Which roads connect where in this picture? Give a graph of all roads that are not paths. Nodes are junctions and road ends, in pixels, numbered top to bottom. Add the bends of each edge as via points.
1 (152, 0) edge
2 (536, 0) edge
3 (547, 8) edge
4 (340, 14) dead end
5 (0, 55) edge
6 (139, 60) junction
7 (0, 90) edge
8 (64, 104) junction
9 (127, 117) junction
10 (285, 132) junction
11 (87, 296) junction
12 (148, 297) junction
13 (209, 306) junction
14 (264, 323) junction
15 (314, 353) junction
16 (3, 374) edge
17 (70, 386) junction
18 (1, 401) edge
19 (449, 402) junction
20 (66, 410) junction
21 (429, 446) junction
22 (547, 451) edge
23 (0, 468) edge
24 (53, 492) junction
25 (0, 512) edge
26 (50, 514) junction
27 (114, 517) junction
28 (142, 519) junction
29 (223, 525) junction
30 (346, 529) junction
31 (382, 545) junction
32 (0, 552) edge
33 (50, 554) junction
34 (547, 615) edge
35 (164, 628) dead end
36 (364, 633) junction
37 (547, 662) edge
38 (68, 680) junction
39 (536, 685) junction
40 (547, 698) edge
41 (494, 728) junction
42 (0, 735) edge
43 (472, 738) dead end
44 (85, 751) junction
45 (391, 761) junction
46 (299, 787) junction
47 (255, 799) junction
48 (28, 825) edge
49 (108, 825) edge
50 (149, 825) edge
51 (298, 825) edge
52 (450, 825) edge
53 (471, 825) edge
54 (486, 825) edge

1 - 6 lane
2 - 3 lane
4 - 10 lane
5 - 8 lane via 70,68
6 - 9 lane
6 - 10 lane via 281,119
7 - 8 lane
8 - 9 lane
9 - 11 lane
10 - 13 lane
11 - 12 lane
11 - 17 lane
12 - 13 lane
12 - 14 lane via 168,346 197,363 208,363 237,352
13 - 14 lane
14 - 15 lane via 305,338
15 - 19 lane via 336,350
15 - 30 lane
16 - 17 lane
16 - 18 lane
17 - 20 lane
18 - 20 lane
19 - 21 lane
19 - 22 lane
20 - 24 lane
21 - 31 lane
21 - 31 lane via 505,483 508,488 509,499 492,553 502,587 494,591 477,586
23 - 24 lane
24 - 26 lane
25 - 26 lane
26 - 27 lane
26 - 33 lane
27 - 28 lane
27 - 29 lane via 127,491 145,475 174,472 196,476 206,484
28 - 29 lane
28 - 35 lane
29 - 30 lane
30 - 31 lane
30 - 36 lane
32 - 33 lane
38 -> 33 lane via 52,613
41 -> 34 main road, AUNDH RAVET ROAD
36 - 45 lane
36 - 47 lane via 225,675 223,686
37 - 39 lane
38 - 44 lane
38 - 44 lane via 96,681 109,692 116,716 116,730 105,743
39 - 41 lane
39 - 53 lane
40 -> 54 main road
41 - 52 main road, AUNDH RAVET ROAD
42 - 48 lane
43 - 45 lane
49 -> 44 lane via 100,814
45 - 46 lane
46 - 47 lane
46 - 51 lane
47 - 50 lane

● ● ● ● ● ● ●

**Work to complete**
Which of the lines above hold the string "AUNDH"? Pick each of them out.

**Solution to this problem**
41 -> 34 main road, AUNDH RAVET ROAD
41 - 52 main road, AUNDH RAVET ROAD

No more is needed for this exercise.